CORRECTION (1/9/03): The month in which slaying suspect Bill Rundle gave a statement to Las Vegas police was incorrect in this story. The statement was given in October.

Rundle accuses wife in death of mother

In slaying confession, man says she tampered with mother's pills, arranged disposal of body

By GLENN PUIT
>©2003, LAS VEGAS REVIEW-JOURNAL

In a statement to police, murder suspect Bill Rundle said his slain wife, Shirley, tampered with his mother's morphine medications and helped dispose of the elderly woman's body when she died.

During a lengthy August interview with Las Vegas police at a Florida jail, Rundle also told detectives he killed his 63-year-old wife with a baseball bat. But the slaying came in the midst of a heated domestic dispute after his wife had attacked him with a champagne bottle, Rundle said.

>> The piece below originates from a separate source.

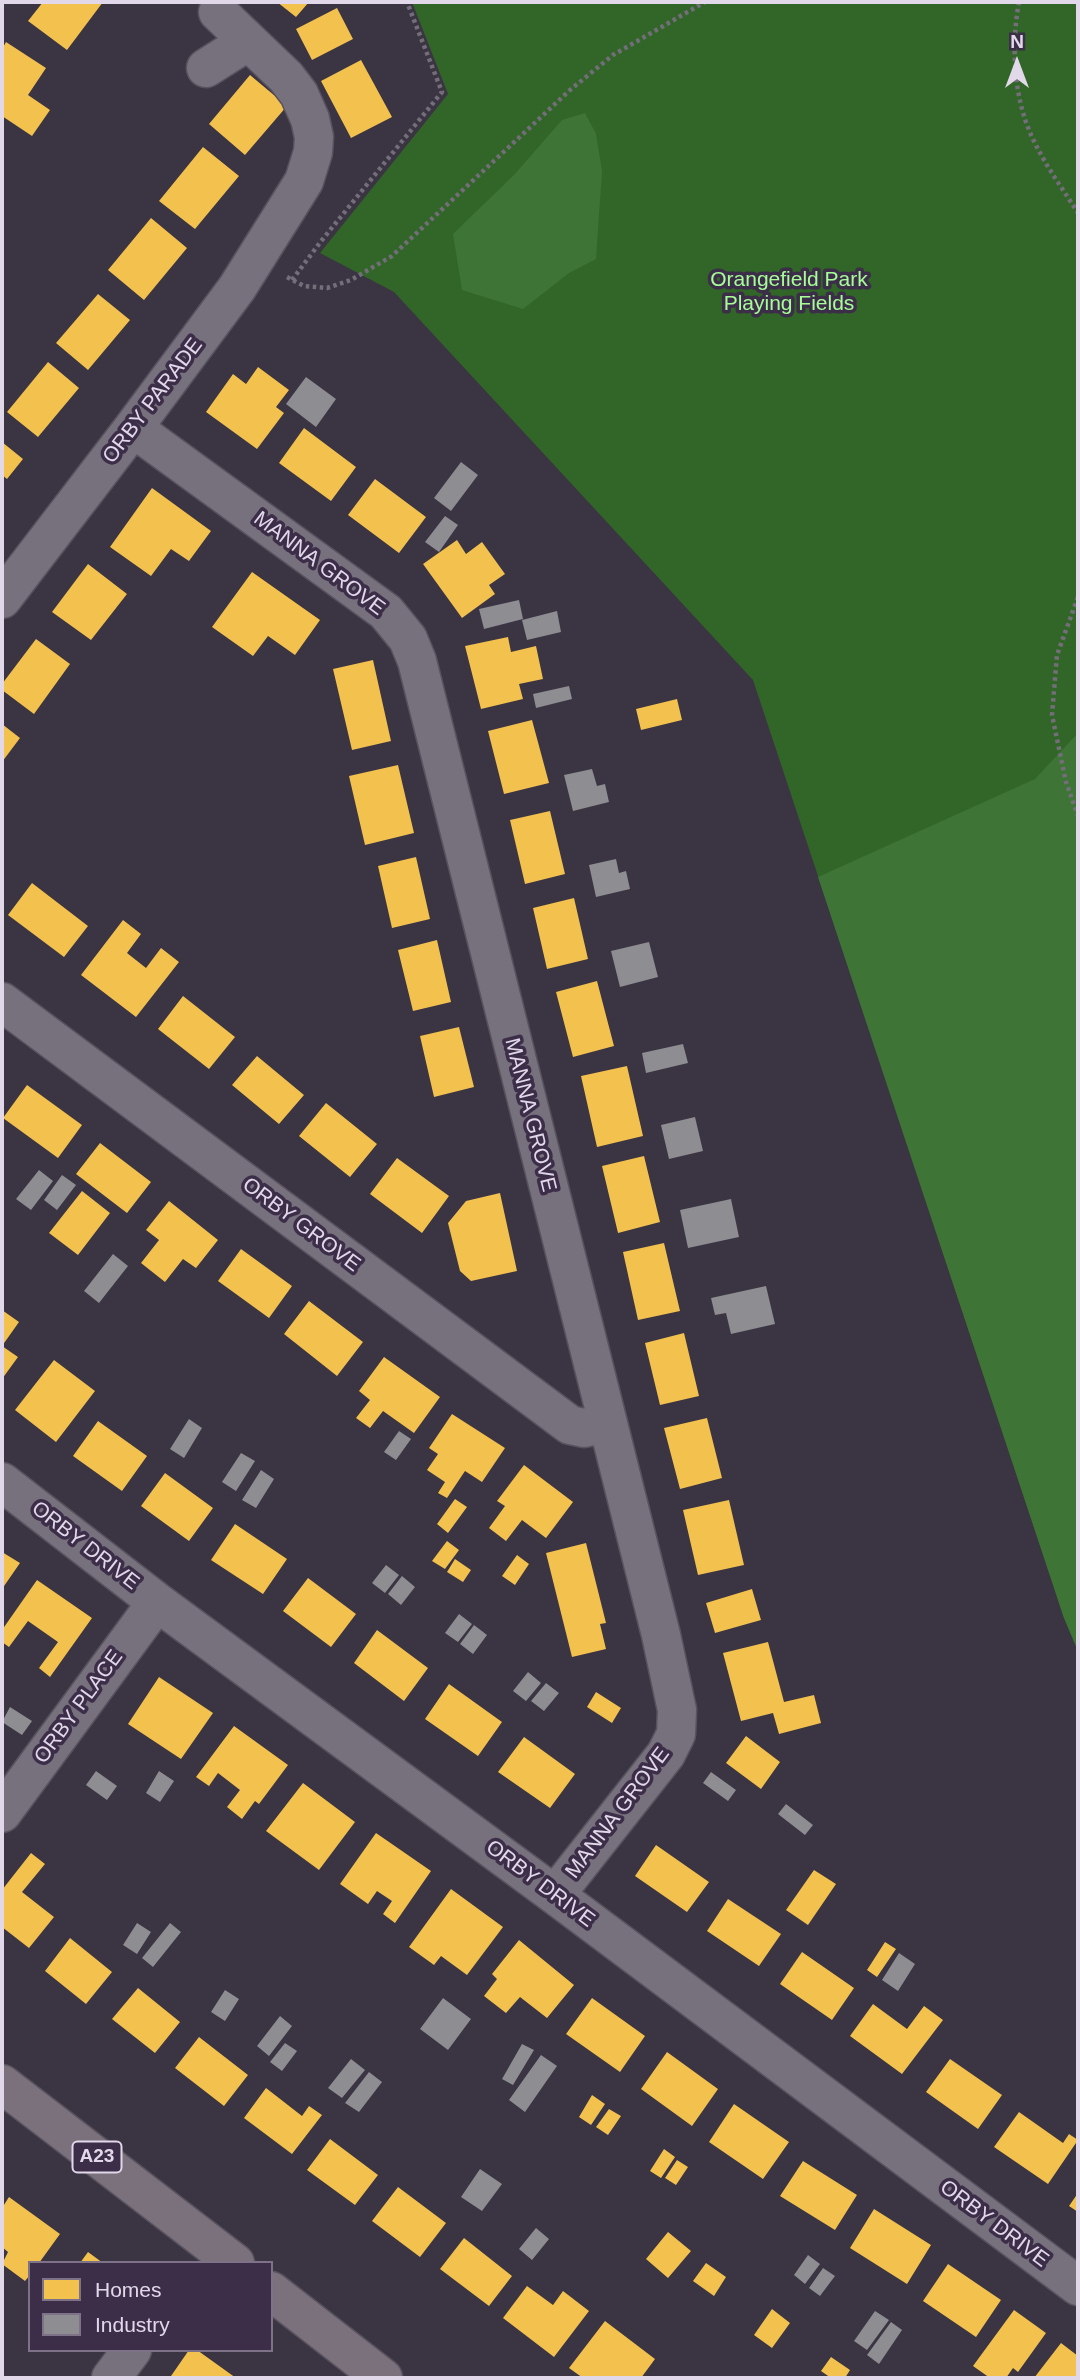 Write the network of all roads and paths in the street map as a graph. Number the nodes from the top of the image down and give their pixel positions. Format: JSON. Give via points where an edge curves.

"Absolutely nuts," Rundle said of how his wife repeatedly struck him with the bottle. "I'm serious.

"So I went into the closet. ... There's a baseball bat there, and I hit her once," he said.

Rundle, 57, is charged with first-degree murder and other counts in Shirley Rundle's summer bludgeoning death.

A Clark County grand jury is also probing the disappearance of his 87-year-old mother, Willa. Authorities have not yet found Willa Rundle's body.

Bill Rundle's defense attorneys, Curtis Brown and Nancy Lemcke of the Clark County public defender's office, said Rundle's description of his wife's killing shows there was no premeditation.

"That is significant because it would not be a first-degree murder without premeditation and deliberation," Brown said. "This was more of a heat of passion, reactionary type of situation."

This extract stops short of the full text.